— Action item —
Find every line of the data below that has "dead" in it. Reply with the number only.

[Records excerpted from a collection]
::::::::

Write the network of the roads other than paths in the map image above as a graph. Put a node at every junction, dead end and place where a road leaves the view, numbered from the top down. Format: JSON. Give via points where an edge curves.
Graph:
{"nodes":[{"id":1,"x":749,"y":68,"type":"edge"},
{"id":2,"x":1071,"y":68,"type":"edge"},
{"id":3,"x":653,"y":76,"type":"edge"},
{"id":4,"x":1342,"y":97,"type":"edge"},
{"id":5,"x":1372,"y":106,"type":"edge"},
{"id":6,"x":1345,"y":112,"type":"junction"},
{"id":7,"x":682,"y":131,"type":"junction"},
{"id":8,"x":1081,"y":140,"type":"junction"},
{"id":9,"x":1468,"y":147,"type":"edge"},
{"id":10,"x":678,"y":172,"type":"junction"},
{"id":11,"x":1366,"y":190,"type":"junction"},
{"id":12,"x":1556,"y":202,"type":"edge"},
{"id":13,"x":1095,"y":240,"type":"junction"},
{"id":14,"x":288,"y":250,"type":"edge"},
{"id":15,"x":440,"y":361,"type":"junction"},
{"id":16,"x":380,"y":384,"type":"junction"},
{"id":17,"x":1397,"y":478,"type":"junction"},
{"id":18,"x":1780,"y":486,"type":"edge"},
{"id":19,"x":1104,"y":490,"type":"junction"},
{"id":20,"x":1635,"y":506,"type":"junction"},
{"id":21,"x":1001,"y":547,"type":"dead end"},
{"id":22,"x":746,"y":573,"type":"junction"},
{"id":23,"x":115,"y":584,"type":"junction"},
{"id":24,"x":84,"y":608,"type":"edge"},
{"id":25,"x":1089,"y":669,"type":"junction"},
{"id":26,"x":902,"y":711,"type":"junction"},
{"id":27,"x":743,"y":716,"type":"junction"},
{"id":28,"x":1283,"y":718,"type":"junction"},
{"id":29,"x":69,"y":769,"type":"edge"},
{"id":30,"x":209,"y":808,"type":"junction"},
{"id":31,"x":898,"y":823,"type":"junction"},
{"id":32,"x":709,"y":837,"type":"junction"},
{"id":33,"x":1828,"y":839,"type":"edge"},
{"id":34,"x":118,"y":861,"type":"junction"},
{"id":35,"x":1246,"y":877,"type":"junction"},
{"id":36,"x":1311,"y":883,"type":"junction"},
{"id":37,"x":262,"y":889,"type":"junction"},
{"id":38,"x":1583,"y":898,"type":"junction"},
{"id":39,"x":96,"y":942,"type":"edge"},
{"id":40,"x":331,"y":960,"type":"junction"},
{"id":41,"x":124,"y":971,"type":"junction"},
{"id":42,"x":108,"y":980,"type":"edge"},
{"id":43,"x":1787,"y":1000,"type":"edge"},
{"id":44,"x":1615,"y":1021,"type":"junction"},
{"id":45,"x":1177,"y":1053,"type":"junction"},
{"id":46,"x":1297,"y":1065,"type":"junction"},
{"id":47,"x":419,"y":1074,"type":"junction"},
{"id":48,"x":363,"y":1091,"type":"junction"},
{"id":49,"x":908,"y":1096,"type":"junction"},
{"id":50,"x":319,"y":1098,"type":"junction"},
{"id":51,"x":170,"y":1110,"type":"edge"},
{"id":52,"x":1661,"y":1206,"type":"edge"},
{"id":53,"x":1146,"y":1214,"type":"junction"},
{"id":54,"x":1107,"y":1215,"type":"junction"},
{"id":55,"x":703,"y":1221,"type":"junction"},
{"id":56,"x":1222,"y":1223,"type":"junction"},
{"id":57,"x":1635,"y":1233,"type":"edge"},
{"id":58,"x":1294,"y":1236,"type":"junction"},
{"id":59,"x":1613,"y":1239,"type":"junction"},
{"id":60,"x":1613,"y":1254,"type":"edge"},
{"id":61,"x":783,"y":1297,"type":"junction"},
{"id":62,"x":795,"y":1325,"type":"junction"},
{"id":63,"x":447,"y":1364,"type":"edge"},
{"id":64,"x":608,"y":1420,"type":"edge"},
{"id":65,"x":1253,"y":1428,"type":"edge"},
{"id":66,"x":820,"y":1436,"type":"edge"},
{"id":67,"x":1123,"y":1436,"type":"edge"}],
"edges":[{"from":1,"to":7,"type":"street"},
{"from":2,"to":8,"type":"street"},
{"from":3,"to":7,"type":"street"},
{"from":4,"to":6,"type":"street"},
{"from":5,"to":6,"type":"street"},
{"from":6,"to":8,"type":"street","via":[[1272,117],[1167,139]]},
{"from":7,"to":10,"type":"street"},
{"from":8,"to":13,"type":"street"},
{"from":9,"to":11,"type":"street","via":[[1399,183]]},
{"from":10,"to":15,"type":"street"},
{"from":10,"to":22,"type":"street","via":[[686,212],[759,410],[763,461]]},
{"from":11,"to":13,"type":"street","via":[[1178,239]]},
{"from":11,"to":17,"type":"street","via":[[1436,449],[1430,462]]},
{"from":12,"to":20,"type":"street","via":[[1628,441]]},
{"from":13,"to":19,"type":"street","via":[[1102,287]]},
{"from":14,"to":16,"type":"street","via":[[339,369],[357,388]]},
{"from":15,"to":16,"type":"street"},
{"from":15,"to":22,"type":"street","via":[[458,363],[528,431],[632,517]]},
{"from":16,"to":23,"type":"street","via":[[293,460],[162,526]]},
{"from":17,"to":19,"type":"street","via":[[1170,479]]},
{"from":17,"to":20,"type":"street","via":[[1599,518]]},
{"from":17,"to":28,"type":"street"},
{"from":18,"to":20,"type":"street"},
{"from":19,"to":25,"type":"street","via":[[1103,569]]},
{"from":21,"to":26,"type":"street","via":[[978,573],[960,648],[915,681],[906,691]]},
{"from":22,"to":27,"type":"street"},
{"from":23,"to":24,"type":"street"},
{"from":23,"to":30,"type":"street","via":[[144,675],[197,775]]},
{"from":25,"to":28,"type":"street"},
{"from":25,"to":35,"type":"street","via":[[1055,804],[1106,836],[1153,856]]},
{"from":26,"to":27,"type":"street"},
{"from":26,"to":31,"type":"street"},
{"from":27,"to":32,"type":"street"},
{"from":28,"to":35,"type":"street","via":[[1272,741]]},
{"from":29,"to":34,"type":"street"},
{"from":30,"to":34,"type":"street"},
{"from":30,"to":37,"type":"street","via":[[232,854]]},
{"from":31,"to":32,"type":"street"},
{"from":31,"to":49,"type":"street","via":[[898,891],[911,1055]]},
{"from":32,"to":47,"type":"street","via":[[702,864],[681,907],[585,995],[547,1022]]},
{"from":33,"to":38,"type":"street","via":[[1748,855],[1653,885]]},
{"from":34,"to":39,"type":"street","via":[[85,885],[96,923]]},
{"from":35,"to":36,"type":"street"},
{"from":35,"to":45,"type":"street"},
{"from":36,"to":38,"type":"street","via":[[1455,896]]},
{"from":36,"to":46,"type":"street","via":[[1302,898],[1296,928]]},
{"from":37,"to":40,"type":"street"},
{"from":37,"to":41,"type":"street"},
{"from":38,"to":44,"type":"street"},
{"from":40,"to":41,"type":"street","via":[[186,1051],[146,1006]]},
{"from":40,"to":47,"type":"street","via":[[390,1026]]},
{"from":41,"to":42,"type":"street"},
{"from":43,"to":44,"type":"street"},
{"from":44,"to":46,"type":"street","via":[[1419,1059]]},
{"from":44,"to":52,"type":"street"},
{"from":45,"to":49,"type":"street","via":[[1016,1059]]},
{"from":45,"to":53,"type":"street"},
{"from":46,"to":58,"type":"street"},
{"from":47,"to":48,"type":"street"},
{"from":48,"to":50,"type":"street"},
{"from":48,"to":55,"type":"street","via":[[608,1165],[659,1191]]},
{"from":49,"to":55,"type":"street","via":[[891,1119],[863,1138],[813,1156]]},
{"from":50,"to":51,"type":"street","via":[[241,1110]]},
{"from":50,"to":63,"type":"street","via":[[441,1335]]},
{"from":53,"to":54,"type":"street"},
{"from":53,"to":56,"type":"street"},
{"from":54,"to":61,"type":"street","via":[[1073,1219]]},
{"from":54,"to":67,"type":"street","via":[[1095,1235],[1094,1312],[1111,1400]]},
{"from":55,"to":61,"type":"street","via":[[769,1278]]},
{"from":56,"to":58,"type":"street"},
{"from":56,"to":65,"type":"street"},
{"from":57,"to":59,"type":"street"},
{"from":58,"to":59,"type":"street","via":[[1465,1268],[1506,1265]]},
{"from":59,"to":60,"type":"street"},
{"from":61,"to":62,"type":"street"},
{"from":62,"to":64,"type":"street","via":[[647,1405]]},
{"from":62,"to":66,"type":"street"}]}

::::::::

— Answer to this problem —
2